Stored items
•••

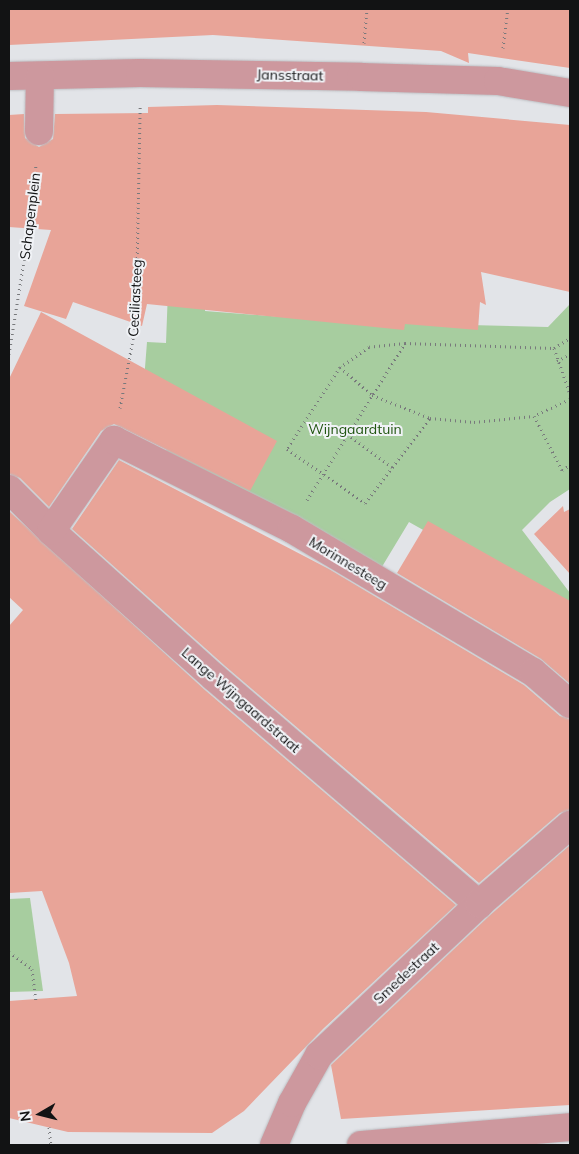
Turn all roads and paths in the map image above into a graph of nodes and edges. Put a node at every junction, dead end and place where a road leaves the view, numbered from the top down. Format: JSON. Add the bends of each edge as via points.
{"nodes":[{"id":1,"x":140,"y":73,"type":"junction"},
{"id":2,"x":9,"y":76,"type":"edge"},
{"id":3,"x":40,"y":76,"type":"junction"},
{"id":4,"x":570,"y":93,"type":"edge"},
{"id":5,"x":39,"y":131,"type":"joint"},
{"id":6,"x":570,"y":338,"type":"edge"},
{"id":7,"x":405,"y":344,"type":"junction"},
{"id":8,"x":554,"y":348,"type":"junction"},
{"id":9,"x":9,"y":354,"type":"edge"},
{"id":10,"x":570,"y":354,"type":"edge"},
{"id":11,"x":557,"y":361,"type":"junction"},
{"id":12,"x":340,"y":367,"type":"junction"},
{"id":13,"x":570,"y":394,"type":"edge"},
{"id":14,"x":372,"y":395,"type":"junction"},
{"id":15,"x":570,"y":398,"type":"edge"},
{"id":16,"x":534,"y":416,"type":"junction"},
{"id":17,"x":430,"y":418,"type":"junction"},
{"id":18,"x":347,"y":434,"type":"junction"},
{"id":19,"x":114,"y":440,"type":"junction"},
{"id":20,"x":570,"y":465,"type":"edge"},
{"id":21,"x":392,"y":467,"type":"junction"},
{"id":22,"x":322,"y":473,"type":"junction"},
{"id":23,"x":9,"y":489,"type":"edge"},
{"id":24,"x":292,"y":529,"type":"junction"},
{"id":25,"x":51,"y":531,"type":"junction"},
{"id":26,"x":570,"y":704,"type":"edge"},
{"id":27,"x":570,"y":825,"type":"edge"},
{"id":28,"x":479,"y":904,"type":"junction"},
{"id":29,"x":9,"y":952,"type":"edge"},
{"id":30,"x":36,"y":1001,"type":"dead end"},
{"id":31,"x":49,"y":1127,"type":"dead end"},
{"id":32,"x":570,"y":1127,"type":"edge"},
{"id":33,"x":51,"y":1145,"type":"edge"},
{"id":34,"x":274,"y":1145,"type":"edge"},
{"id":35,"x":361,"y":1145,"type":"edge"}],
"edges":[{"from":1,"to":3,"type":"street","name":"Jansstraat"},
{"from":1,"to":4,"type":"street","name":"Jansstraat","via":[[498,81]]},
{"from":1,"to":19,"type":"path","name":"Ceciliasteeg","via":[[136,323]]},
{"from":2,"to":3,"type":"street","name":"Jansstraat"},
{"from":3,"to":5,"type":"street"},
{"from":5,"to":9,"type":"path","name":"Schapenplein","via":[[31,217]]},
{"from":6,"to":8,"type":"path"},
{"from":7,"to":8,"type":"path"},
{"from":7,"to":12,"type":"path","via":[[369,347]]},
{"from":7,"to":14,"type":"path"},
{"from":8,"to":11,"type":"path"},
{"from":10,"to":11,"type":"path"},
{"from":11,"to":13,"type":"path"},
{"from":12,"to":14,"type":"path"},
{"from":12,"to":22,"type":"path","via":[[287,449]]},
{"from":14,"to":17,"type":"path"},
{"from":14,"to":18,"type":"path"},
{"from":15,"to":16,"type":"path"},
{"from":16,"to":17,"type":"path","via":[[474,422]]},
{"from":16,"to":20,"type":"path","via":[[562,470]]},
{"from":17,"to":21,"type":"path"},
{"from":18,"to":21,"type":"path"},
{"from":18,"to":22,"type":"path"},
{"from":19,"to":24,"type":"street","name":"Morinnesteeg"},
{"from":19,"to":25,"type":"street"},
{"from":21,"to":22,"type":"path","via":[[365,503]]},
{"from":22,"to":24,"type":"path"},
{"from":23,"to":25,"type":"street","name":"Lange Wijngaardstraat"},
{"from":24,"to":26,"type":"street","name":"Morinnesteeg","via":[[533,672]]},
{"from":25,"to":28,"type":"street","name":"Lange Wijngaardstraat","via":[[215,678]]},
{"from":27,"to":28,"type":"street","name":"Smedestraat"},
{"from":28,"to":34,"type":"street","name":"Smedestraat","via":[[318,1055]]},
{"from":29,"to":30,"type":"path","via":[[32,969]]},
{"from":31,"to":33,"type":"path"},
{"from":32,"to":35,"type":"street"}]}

•••

Exactly as written, return each line above and leave the pictures behind.

* SOLUTION TO THIS TASK *
Turn all roads and paths in the map image above into a graph of nodes and edges. Put a node at every junction, dead end and place where a road leaves the view, numbered from the top down. Format: JSON. Add the bends of each edge as via points.
{"nodes":[{"id":1,"x":140,"y":73,"type":"junction"},
{"id":2,"x":9,"y":76,"type":"edge"},
{"id":3,"x":40,"y":76,"type":"junction"},
{"id":4,"x":570,"y":93,"type":"edge"},
{"id":5,"x":39,"y":131,"type":"joint"},
{"id":6,"x":570,"y":338,"type":"edge"},
{"id":7,"x":405,"y":344,"type":"junction"},
{"id":8,"x":554,"y":348,"type":"junction"},
{"id":9,"x":9,"y":354,"type":"edge"},
{"id":10,"x":570,"y":354,"type":"edge"},
{"id":11,"x":557,"y":361,"type":"junction"},
{"id":12,"x":340,"y":367,"type":"junction"},
{"id":13,"x":570,"y":394,"type":"edge"},
{"id":14,"x":372,"y":395,"type":"junction"},
{"id":15,"x":570,"y":398,"type":"edge"},
{"id":16,"x":534,"y":416,"type":"junction"},
{"id":17,"x":430,"y":418,"type":"junction"},
{"id":18,"x":347,"y":434,"type":"junction"},
{"id":19,"x":114,"y":440,"type":"junction"},
{"id":20,"x":570,"y":465,"type":"edge"},
{"id":21,"x":392,"y":467,"type":"junction"},
{"id":22,"x":322,"y":473,"type":"junction"},
{"id":23,"x":9,"y":489,"type":"edge"},
{"id":24,"x":292,"y":529,"type":"junction"},
{"id":25,"x":51,"y":531,"type":"junction"},
{"id":26,"x":570,"y":704,"type":"edge"},
{"id":27,"x":570,"y":825,"type":"edge"},
{"id":28,"x":479,"y":904,"type":"junction"},
{"id":29,"x":9,"y":952,"type":"edge"},
{"id":30,"x":36,"y":1001,"type":"dead end"},
{"id":31,"x":49,"y":1127,"type":"dead end"},
{"id":32,"x":570,"y":1127,"type":"edge"},
{"id":33,"x":51,"y":1145,"type":"edge"},
{"id":34,"x":274,"y":1145,"type":"edge"},
{"id":35,"x":361,"y":1145,"type":"edge"}],
"edges":[{"from":1,"to":3,"type":"street","name":"Jansstraat"},
{"from":1,"to":4,"type":"street","name":"Jansstraat","via":[[498,81]]},
{"from":1,"to":19,"type":"path","name":"Ceciliasteeg","via":[[136,323]]},
{"from":2,"to":3,"type":"street","name":"Jansstraat"},
{"from":3,"to":5,"type":"street"},
{"from":5,"to":9,"type":"path","name":"Schapenplein","via":[[31,217]]},
{"from":6,"to":8,"type":"path"},
{"from":7,"to":8,"type":"path"},
{"from":7,"to":12,"type":"path","via":[[369,347]]},
{"from":7,"to":14,"type":"path"},
{"from":8,"to":11,"type":"path"},
{"from":10,"to":11,"type":"path"},
{"from":11,"to":13,"type":"path"},
{"from":12,"to":14,"type":"path"},
{"from":12,"to":22,"type":"path","via":[[287,449]]},
{"from":14,"to":17,"type":"path"},
{"from":14,"to":18,"type":"path"},
{"from":15,"to":16,"type":"path"},
{"from":16,"to":17,"type":"path","via":[[474,422]]},
{"from":16,"to":20,"type":"path","via":[[562,470]]},
{"from":17,"to":21,"type":"path"},
{"from":18,"to":21,"type":"path"},
{"from":18,"to":22,"type":"path"},
{"from":19,"to":24,"type":"street","name":"Morinnesteeg"},
{"from":19,"to":25,"type":"street"},
{"from":21,"to":22,"type":"path","via":[[365,503]]},
{"from":22,"to":24,"type":"path"},
{"from":23,"to":25,"type":"street","name":"Lange Wijngaardstraat"},
{"from":24,"to":26,"type":"street","name":"Morinnesteeg","via":[[533,672]]},
{"from":25,"to":28,"type":"street","name":"Lange Wijngaardstraat","via":[[215,678]]},
{"from":27,"to":28,"type":"street","name":"Smedestraat"},
{"from":28,"to":34,"type":"street","name":"Smedestraat","via":[[318,1055]]},
{"from":29,"to":30,"type":"path","via":[[32,969]]},
{"from":31,"to":33,"type":"path"},
{"from":32,"to":35,"type":"street"}]}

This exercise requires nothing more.